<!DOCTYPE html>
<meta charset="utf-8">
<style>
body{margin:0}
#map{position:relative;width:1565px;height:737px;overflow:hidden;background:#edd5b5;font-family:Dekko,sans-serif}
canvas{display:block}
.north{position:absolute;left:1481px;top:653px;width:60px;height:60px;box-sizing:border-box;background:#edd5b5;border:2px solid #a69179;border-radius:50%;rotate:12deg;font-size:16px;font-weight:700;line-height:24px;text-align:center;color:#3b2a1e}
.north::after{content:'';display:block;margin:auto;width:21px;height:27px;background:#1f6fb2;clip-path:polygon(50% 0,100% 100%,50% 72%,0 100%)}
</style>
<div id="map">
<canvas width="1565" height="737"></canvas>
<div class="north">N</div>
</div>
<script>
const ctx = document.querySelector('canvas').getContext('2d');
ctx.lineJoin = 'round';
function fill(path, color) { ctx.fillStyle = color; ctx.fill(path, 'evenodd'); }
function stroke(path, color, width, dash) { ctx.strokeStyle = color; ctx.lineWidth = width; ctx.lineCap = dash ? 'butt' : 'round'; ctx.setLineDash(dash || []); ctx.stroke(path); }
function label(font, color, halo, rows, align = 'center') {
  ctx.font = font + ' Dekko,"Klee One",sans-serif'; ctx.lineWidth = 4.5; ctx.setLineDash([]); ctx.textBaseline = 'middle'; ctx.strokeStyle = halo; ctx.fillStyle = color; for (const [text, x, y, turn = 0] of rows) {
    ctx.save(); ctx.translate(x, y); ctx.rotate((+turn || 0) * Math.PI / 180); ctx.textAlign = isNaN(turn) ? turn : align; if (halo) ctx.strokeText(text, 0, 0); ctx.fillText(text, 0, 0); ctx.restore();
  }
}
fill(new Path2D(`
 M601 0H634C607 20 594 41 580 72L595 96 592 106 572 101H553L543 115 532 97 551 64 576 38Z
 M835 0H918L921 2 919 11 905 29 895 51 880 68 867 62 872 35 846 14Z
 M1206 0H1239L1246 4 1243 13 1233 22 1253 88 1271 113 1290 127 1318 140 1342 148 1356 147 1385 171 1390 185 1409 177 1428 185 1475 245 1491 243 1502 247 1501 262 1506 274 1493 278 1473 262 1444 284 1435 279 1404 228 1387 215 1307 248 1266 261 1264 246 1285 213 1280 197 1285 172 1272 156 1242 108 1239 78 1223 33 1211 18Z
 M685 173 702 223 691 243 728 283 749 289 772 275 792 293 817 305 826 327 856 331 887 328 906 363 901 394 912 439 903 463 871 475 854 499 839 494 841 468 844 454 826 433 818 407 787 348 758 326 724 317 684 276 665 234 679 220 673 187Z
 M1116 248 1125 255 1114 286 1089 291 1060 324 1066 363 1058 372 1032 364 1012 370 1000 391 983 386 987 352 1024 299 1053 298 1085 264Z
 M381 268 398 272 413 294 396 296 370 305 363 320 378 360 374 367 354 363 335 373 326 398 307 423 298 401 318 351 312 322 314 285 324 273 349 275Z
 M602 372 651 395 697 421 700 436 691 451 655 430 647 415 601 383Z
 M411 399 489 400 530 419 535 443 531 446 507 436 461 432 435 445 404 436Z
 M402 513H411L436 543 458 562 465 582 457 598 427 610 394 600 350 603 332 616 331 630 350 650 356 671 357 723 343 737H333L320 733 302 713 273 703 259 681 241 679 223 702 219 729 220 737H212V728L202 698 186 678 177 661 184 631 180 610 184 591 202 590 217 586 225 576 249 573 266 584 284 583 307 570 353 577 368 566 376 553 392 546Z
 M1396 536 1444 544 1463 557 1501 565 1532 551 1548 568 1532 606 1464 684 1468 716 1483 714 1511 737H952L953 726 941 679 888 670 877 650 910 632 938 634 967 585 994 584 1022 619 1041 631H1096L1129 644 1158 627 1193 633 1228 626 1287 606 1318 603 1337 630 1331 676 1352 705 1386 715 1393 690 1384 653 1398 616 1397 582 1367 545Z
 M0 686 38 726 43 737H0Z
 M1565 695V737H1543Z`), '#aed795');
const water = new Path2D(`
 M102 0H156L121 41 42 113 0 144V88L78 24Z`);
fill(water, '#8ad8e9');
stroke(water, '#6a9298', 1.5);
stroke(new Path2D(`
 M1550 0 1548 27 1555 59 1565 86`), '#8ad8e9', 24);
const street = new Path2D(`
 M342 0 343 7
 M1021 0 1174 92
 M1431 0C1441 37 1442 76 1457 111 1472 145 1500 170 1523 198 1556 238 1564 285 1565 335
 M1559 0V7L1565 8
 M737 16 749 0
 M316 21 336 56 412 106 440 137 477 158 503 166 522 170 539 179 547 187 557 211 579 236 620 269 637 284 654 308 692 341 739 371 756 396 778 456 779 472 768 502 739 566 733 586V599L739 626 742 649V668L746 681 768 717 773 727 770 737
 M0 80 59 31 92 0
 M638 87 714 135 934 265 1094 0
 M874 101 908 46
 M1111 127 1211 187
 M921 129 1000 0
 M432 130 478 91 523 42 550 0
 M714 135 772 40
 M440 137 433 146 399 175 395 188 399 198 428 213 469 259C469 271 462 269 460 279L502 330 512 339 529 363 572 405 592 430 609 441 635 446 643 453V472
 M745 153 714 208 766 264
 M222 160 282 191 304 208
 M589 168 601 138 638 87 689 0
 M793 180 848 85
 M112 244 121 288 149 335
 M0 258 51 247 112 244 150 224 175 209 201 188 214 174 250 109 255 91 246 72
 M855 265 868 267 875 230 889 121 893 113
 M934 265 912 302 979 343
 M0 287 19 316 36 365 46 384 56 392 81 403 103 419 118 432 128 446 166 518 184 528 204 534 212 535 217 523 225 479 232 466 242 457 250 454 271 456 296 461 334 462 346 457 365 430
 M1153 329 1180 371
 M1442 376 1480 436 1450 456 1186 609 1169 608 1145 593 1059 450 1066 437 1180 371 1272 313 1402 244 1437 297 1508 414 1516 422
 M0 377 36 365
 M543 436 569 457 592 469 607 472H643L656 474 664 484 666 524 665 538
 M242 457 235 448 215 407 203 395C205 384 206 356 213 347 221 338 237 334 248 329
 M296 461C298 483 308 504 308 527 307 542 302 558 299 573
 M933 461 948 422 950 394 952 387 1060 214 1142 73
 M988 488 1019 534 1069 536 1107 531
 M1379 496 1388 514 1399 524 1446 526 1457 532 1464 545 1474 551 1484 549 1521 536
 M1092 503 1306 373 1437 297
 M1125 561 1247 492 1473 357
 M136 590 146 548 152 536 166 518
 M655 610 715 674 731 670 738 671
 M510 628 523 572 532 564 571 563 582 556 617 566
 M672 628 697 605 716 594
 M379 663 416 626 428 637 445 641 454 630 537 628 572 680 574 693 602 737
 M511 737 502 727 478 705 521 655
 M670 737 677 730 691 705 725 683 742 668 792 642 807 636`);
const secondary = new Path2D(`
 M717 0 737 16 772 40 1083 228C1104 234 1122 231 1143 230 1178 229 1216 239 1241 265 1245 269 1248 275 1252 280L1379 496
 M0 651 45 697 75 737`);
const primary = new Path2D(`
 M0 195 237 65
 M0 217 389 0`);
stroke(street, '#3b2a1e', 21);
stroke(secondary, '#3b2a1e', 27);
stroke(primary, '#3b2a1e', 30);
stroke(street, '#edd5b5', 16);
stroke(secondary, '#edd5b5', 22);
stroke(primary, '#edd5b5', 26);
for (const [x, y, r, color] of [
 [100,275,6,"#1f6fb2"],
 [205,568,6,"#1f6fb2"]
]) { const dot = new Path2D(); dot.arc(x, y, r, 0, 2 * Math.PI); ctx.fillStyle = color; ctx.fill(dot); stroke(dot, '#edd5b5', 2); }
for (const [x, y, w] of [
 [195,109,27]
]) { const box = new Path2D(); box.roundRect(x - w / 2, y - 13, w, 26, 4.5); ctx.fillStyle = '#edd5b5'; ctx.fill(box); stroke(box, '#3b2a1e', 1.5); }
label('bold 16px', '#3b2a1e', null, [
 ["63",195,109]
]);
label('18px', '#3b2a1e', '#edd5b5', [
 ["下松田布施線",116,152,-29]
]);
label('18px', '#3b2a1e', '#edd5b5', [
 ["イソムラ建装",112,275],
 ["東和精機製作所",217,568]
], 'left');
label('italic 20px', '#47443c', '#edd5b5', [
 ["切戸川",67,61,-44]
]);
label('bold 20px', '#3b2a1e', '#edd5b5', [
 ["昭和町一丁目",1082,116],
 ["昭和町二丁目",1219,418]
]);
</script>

------------

* [Activity]:
Everything from the line that has "M672 628 697 605 716 594" to the final line above should be retyped exactly, and nothing else.

* [Response for this exercise]:
 M672 628 697 605 716 594
 M379 663 416 626 428 637 445 641 454 630 537 628 572 680 574 693 602 737
 M511 737 502 727 478 705 521 655
 M670 737 677 730 691 705 725 683 742 668 792 642 807 636`);
const secondary = new Path2D(`
 M717 0 737 16 772 40 1083 228C1104 234 1122 231 1143 230 1178 229 1216 239 1241 265 1245 269 1248 275 1252 280L1379 496
 M0 651 45 697 75 737`);
const primary = new Path2D(`
 M0 195 237 65
 M0 217 389 0`);
stroke(street, '#3b2a1e', 21);
stroke(secondary, '#3b2a1e', 27);
stroke(primary, '#3b2a1e', 30);
stroke(street, '#edd5b5', 16);
stroke(secondary, '#edd5b5', 22);
stroke(primary, '#edd5b5', 26);
for (const [x, y, r, color] of [
 [100,275,6,"#1f6fb2"],
 [205,568,6,"#1f6fb2"]
]) { const dot = new Path2D(); dot.arc(x, y, r, 0, 2 * Math.PI); ctx.fillStyle = color; ctx.fill(dot); stroke(dot, '#edd5b5', 2); }
for (const [x, y, w] of [
 [195,109,27]
]) { const box = new Path2D(); box.roundRect(x - w / 2, y - 13, w, 26, 4.5); ctx.fillStyle = '#edd5b5'; ctx.fill(box); stroke(box, '#3b2a1e', 1.5); }
label('bold 16px', '#3b2a1e', null, [
 ["63",195,109]
]);
label('18px', '#3b2a1e', '#edd5b5', [
 ["下松田布施線",116,152,-29]
]);
label('18px', '#3b2a1e', '#edd5b5', [
 ["イソムラ建装",112,275],
 ["東和精機製作所",217,568]
], 'left');
label('italic 20px', '#47443c', '#edd5b5', [
 ["切戸川",67,61,-44]
]);
label('bold 20px', '#3b2a1e', '#edd5b5', [
 ["昭和町一丁目",1082,116],
 ["昭和町二丁目",1219,418]
]);
</script>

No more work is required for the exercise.